После убийства Клерваля я возвратился в Швейцарию разбитый и подавленный. Я жалел, мучительно жалел Франкенштейна, а себя ненавидел. Но когда я узнал, что он, создавший и меня самого, и мои невыразимые муки, лелеет мечту о счастье; что, ввергнув меня в отчаяние, он ищет для себя радости именно в тех чувствах и страстях, которые мне навсегда недоступны, — когда я узнал это, бессильная зависть и горькое негодование наполнили меня ненасытной жаждой мести. Я вспомнил свою угрозу и решил привести ее в исполнение. Я знал, что готовлю себе нестерпимые муки; я был всецело во власти побуждения, ненавистного мне самому, но неодолимого. И все же, когда она умерла!.. Нет, я не могу даже сказать, что я страдал. Я отбросил всякое чувство, подавил всякую боль и достиг предела холодного отчаяния. С той поры зло стало моим благом. Зайдя так далеко, я не имел уже выбора и вынужден был следовать по избранному мной пути. Завершение моих дьявольских замыслов сделалось для меня неутолимой страстью. Теперь круг замкнулся, и вот последняя из моих жертв!
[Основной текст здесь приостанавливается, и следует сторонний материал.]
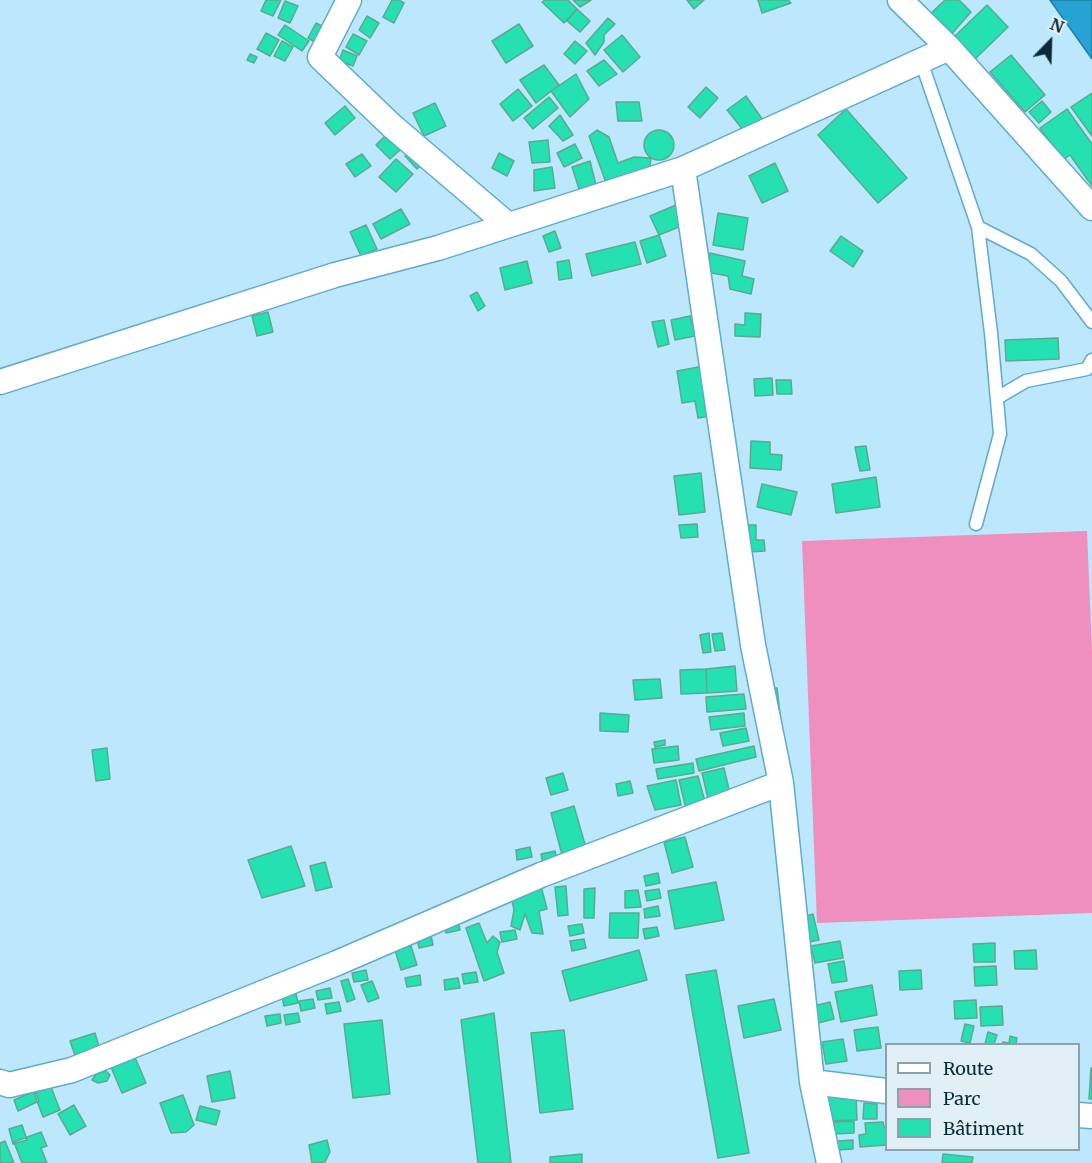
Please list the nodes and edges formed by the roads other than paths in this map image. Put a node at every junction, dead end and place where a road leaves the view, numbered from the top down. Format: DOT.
graph roads {
  1 [pos="349,0"];
  2 [pos="900,0"];
  3 [pos="949,48"];
  4 [pos="921,61"];
  5 [pos="682,169"];
  6 [pos="1092,208"];
  7 [pos="508,225"];
  8 [pos="978,227"];
  9 [pos="1092,322"];
  10 [pos="1092,360"];
  11 [pos="0,382"];
  12 [pos="997,398"];
  13 [pos="976,524"];
  14 [pos="781,783"];
  15 [pos="0,1082"];
  16 [pos="812,1082"];
  17 [pos="885,1091"];
  18 [pos="828,1163"];
  1 -- 7 [label="street"];
  2 -- 3 [label="street"];
  3 -- 4 [label="street"];
  3 -- 6 [label="street"];
  4 -- 5 [label="street"];
  4 -- 8 [label="lane"];
  5 -- 7 [label="street"];
  5 -- 14 [label="street"];
  7 -- 11 [label="street"];
  8 -- 9 [label="lane"];
  8 -- 12 [label="lane"];
  10 -- 12 [label="lane"];
  12 -- 13 [label="lane"];
  14 -- 15 [label="street"];
  14 -- 16 [label="street"];
  16 -- 17 [label="street"];
  16 -- 18 [label="street"];
}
Я был сперва взволнован этими полными отчаяния словами; но, вспомнив, что говорил Франкенштейн о его красноречии и умения убеждать, и взглянув еще раз на безжизненное тело моего друга, я снова загорелся негодованием.
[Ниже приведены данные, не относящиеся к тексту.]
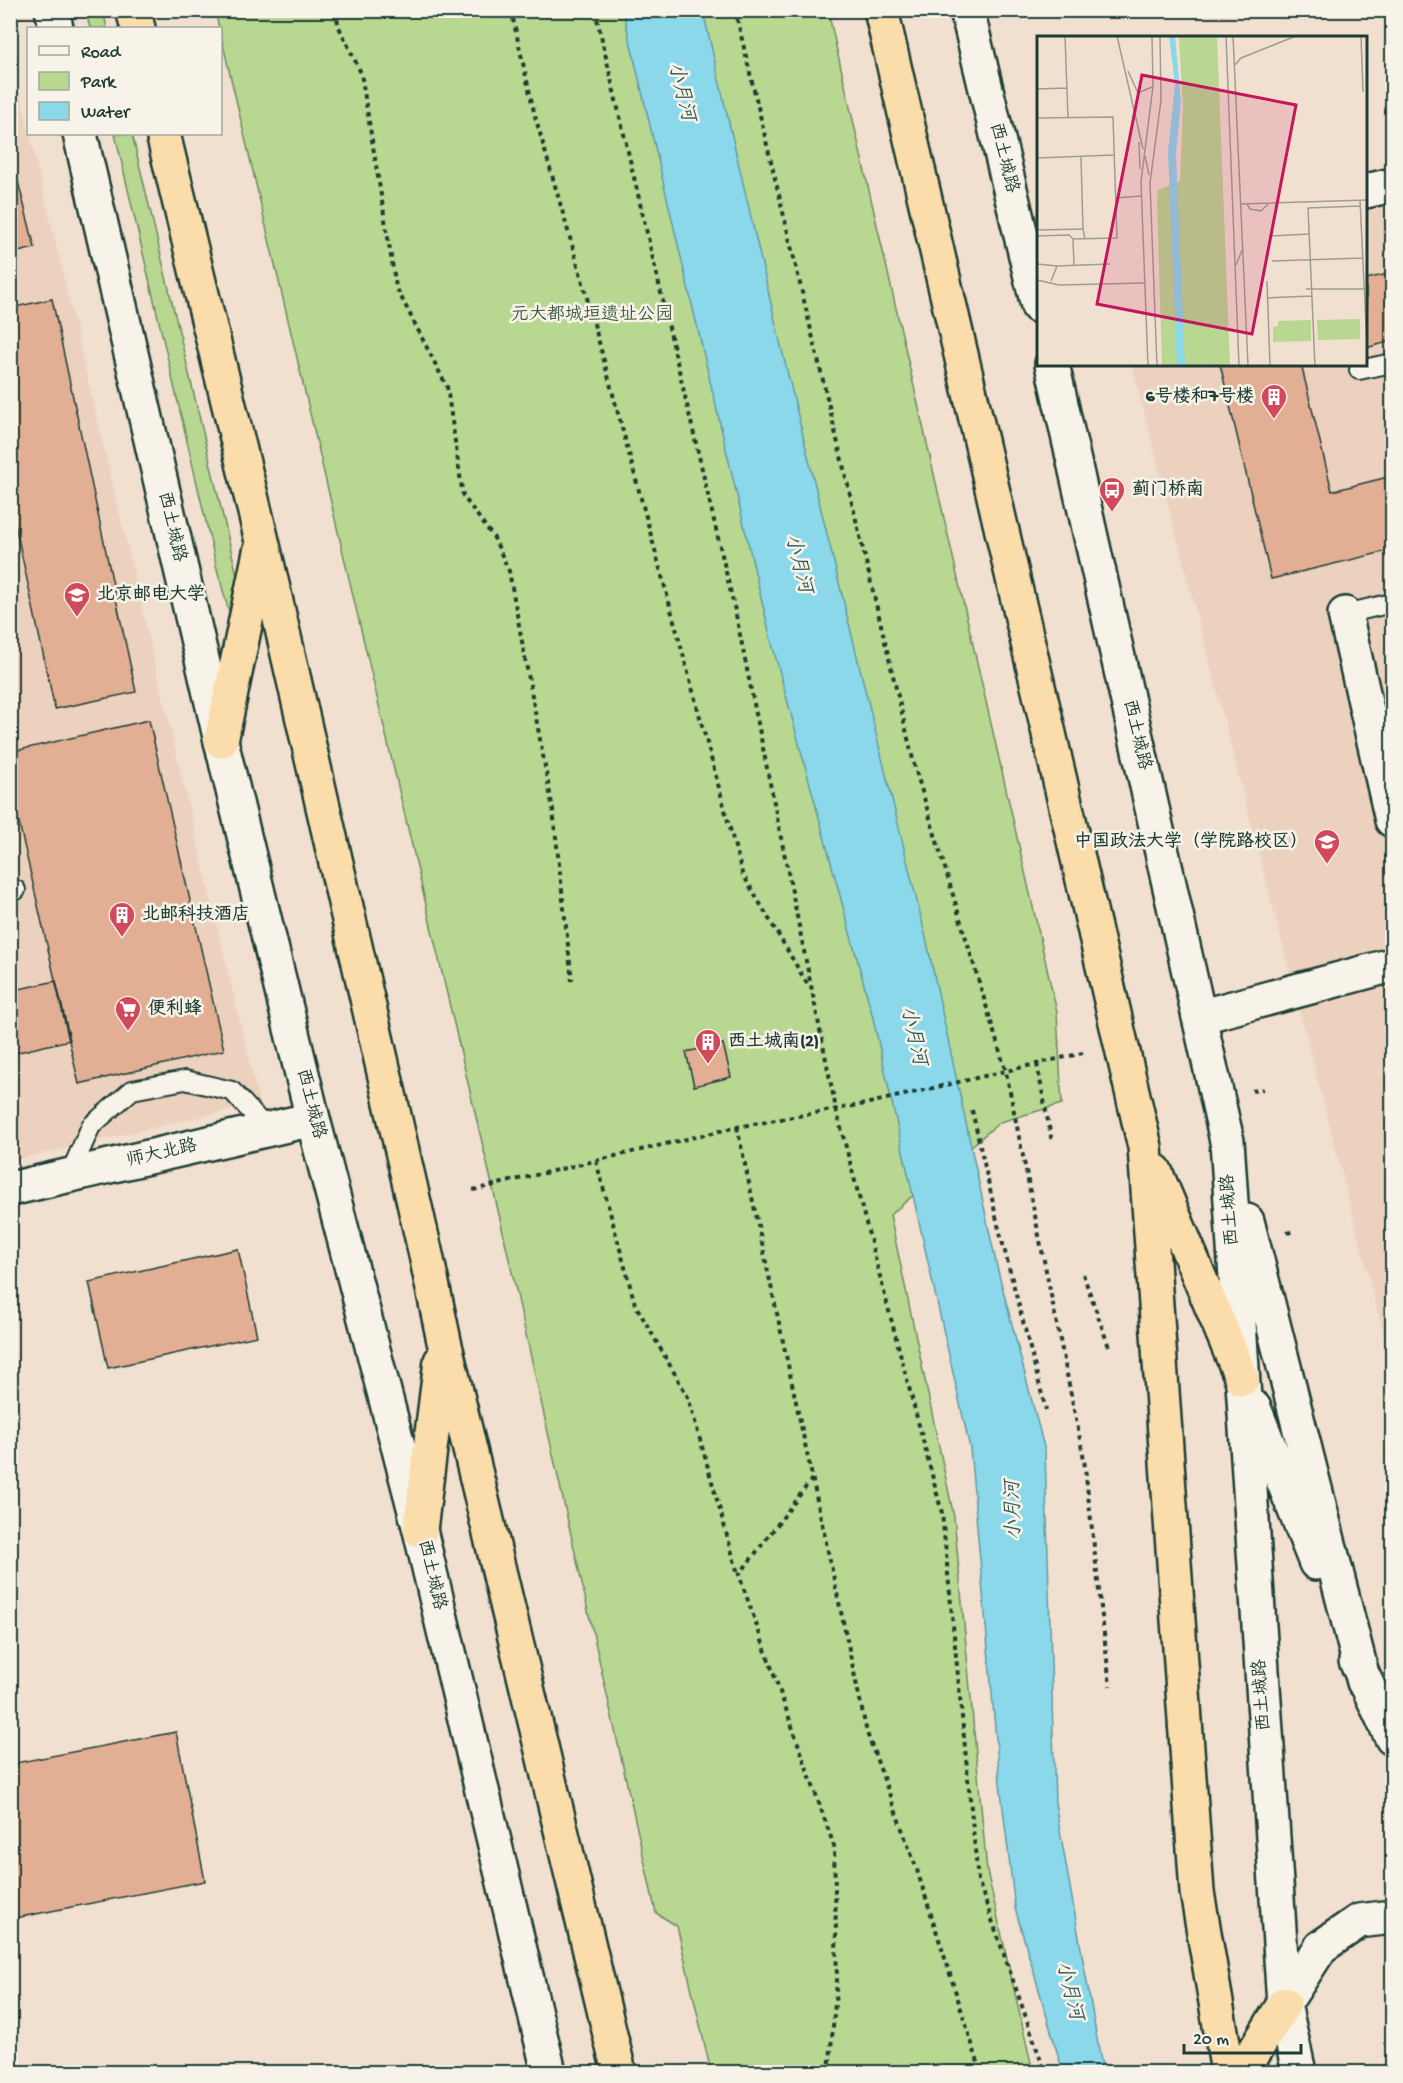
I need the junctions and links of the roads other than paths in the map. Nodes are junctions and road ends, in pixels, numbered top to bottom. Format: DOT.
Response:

— Негодяй! — сказал я. — Что же ты пришел хныкать над бедами, которые сам же принес? Ты бросал зажженный факел в здание, а когда оно сгорело, садишься на развалины и сокрушаешься о нем. Лицемерный дьявол! Если бы тот, о ком ты скорбишь, был жив, он снова стал бы предметом твоей адской мести и снова пал бы ее жертвой. В тебе говорит не жалость; ты жалеешь только о том, что жертва уже недосягаема для твоей злобы.
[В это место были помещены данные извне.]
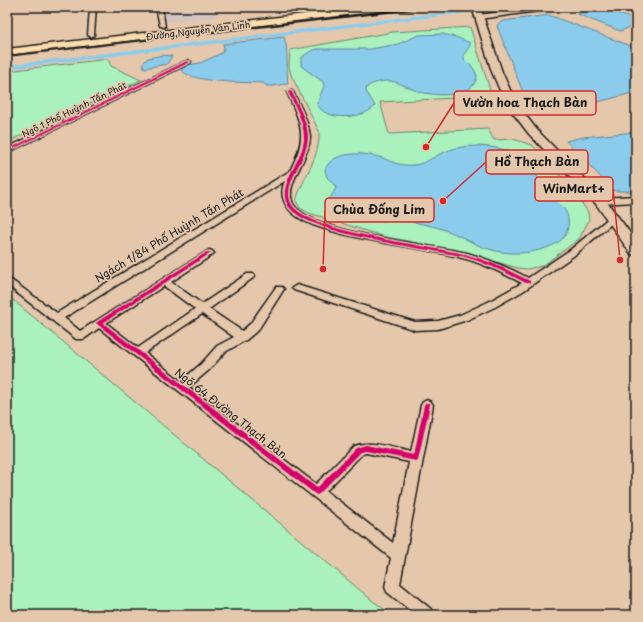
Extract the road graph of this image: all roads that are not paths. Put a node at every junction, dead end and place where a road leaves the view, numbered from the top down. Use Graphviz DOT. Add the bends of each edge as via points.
graph roads {
  1 [pos="93,7"];
  2 [pos="159,7"];
  3 [pos="320,7"];
  4 [pos="389,7"];
  5 [pos="554,7"];
  6 [pos="478,12"];
  7 [pos="163,26"];
  8 [pos="91,35"];
  9 [pos="7,44"];
  10 [pos="7,52"];
  11 [pos="188,62"];
  12 [pos="290,92"];
  13 [pos="7,151"];
  14 [pos="294,172"];
  15 [pos="636,199"];
  16 [pos="600,201"];
  17 [pos="613,219"];
  18 [pos="636,251"];
  19 [pos="209,253"];
  20 [pos="250,276"];
  21 [pos="7,280"];
  22 [pos="164,282"];
  23 [pos="528,282"];
  24 [pos="297,288"];
  25 [pos="279,289"];
  26 [pos="202,309"];
  27 [pos="56,318"];
  28 [pos="99,323"];
  29 [pos="242,337"];
  30 [pos="138,353"];
  31 [pos="182,387"];
  32 [pos="427,405"];
  33 [pos="416,458"];
  34 [pos="317,492"];
  35 [pos="398,555"];
  36 [pos="427,615"];
  1 -- 8 [label="street"];
  2 -- 7 [label="street"];
  3 -- 7 [label="highway, Đường Nguyễn Văn Linh"];
  4 -- 10 [label="highway, Đường Nguyễn Văn Linh"];
  5 -- 6 [label="street"];
  6 -- 16 [label="main road" via="510,104 533,132"];
  7 -- 8 [label="highway, Đường Nguyễn Văn Linh"];
  8 -- 9 [label="highway, Đường Nguyễn Văn Linh"];
  11 -- 13 [label="street, Ngõ 1 Phố Huỳnh Tấn Phát"];
  12 -- 14 [label="street" via="306,133 306,147"];
  14 -- 23 [label="street" via="288,184 288,202 298,214 308,219 367,237 466,256"];
  14 -- 27 [label="street, Ngách 1/84 Phố Huỳnh Tấn Phát"];
  15 -- 16 [label="street"];
  16 -- 17 [label="main road"];
  17 -- 18 [label="main road"];
  17 -- 23 [label="street" via="576,249"];
  19 -- 22 [label="street"];
  20 -- 26 [label="street"];
  21 -- 27 [label="street"];
  22 -- 26 [label="street"];
  22 -- 28 [label="street"];
  23 -- 24 [label="street" via="478,310 448,322 425,327"];
  25 -- 29 [label="street" via="259,320"];
  26 -- 29 [label="street"];
  26 -- 30 [label="street"];
  27 -- 28 [label="street" via="80,336"];
  28 -- 30 [label="street, Ngõ 64 Đường Thạch Bàn"];
  29 -- 31 [label="street" via="221,348 206,367"];
  30 -- 31 [label="street, Ngõ 64 Đường Thạch Bàn"];
  31 -- 34 [label="street, Ngõ 64 Đường Thạch Bàn"];
  32 -- 33 [label="street"];
  33 -- 34 [label="street" via="366,448 358,450"];
  33 -- 35 [label="street"];
  34 -- 35 [label="street, Ngõ 64 Đường Thạch Bàn"];
  35 -- 36 [label="street" via="392,587"];
}
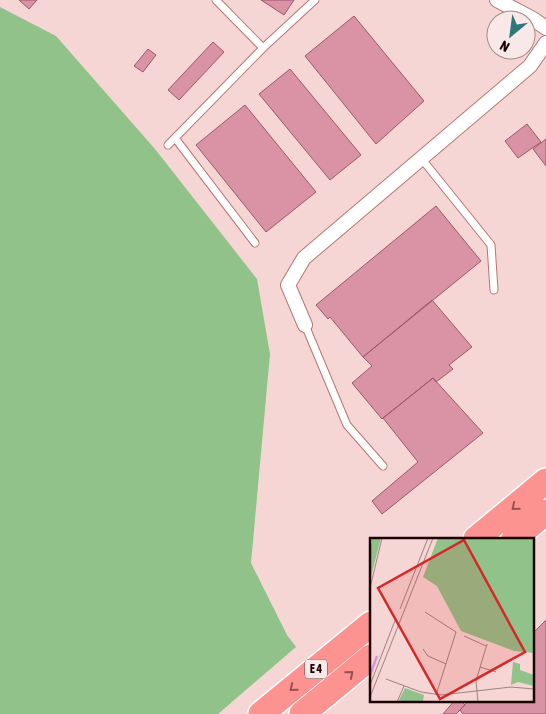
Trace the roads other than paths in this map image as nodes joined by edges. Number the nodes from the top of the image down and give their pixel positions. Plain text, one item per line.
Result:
1 (216, 0) edge
2 (315, 0) edge
3 (498, 0) edge
4 (546, 28) edge
5 (546, 43) edge
6 (262, 48) junction
7 (175, 138) junction
8 (168, 145) dead end
9 (421, 158) junction
10 (255, 243) dead end
11 (494, 290) dead end
12 (304, 325) joint
13 (383, 466) dead end
14 (546, 480) edge
15 (546, 512) edge
16 (477, 538) edge
17 (515, 538) edge
18 (370, 625) edge
19 (370, 658) edge
20 (261, 714) edge
21 (302, 714) edge

1 - 6 lane
2 - 6 lane
3 - 4 street
5 - 9 street
6 - 7 lane
7 - 8 lane
7 - 10 lane
9 - 11 lane
9 - 12 street
12 - 13 lane
14 -> 16 highway
15 - 17 highway
18 -> 20 highway, E 4
21 -> 19 highway, E 4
— О нет, это не так, совсем не так, — прервал меня демон. — И, однако, таково, как видно, впечатление, которое производят мои поступки. Но я не ищу сострадания. Никогда и ни в ком мне не найти сочувствия. Когда я впервые стал искать его, то ради того, чтобы разделить с другими любовь к добродетели, чувства любви и преданности, переполнявшие все мое существо. Теперь, когда добро стало для меня призраком, когда любовь и счастье обернулись ненавистью и горьким отчаянием, к чему мне искать сочувствия? Мне суждено страдать в одиночестве, покуда я жив; а когда умру, все будут клясть самую память обо мне. Когда-то я тешил себя мечтами о добродетели, о славе и счастье. Когда-то я тщетно надеялся встретить людей, которые простят мне мой внешний вид и полюбят за те добрые чувства, какие я проявлял. Я лелеял высокие помыслы о чести и самоотверженности. Теперь преступления низвели меня ниже худшего из зверей. Нет на свете вины, нет злобы, нет мук, которые могли бы сравниться с моими. Вспоминая страшный список моих злодеяний, я не могу поверить, что я — то самое существо, которое так восторженно поклонялось Красоте и Добру. Однако это так; падший ангел становится злобным дьяволом. Но даже враг Бога и людей в своем падении имел друзей и спутников, и только я одинок.